* [Brief]:
Each line of the records below needs repeating exactly. Skip the pictures.
= = = =
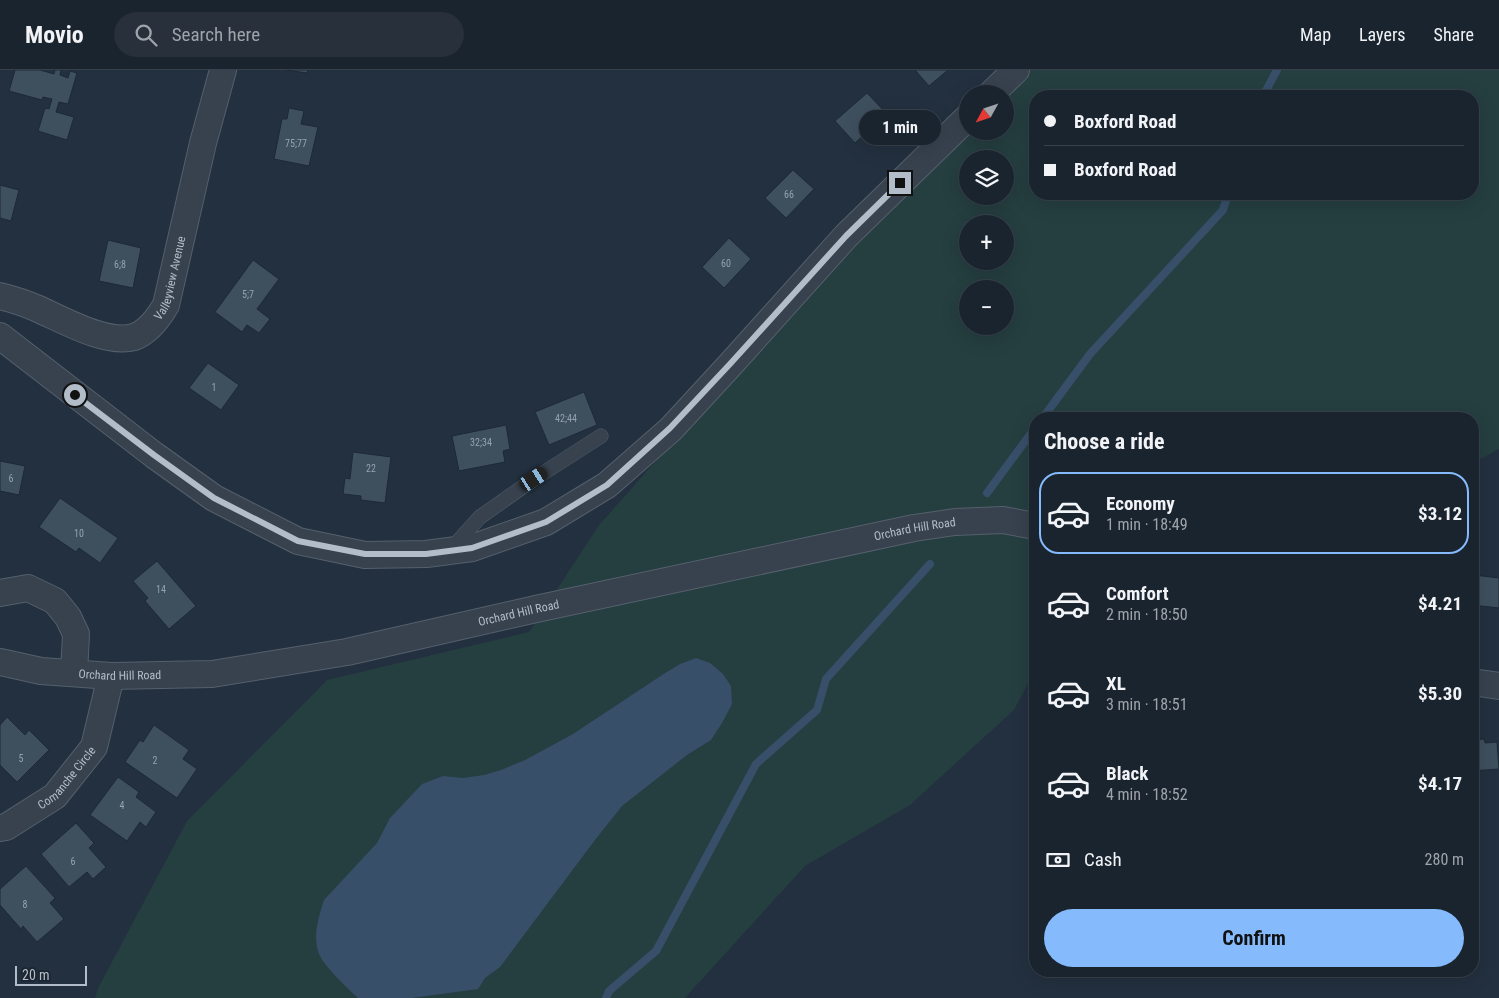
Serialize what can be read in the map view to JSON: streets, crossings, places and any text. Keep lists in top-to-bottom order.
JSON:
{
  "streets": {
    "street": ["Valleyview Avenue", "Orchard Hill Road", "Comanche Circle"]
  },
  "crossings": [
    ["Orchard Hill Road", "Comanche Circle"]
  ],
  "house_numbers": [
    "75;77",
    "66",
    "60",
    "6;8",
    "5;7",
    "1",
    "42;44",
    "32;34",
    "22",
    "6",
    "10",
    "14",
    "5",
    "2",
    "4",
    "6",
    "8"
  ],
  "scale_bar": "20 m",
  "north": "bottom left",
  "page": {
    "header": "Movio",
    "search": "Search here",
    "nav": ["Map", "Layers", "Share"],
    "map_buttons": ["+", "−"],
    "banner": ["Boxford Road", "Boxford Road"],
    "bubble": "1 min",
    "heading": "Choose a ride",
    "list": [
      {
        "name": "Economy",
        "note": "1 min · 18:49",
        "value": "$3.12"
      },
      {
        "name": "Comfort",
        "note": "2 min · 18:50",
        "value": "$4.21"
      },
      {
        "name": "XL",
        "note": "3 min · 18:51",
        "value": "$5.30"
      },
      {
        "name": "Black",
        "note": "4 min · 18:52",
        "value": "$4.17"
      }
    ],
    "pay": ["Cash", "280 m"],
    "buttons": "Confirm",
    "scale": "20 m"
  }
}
= = = =
* [Result of the exercise]:
Serialize what can be read in the map view to JSON: streets, crossings, places and any text. Keep lists in top-to-bottom order.
JSON:
{
  "streets": {
    "street": ["Valleyview Avenue", "Orchard Hill Road", "Comanche Circle"]
  },
  "crossings": [
    ["Orchard Hill Road", "Comanche Circle"]
  ],
  "house_numbers": [
    "75;77",
    "66",
    "60",
    "6;8",
    "5;7",
    "1",
    "42;44",
    "32;34",
    "22",
    "6",
    "10",
    "14",
    "5",
    "2",
    "4",
    "6",
    "8"
  ],
  "scale_bar": "20 m",
  "north": "bottom left",
  "page": {
    "header": "Movio",
    "search": "Search here",
    "nav": ["Map", "Layers", "Share"],
    "map_buttons": ["+", "−"],
    "banner": ["Boxford Road", "Boxford Road"],
    "bubble": "1 min",
    "heading": "Choose a ride",
    "list": [
      {
        "name": "Economy",
        "note": "1 min · 18:49",
        "value": "$3.12"
      },
      {
        "name": "Comfort",
        "note": "2 min · 18:50",
        "value": "$4.21"
      },
      {
        "name": "XL",
        "note": "3 min · 18:51",
        "value": "$5.30"
      },
      {
        "name": "Black",
        "note": "4 min · 18:52",
        "value": "$4.17"
      }
    ],
    "pay": ["Cash", "280 m"],
    "buttons": "Confirm",
    "scale": "20 m"
  }
}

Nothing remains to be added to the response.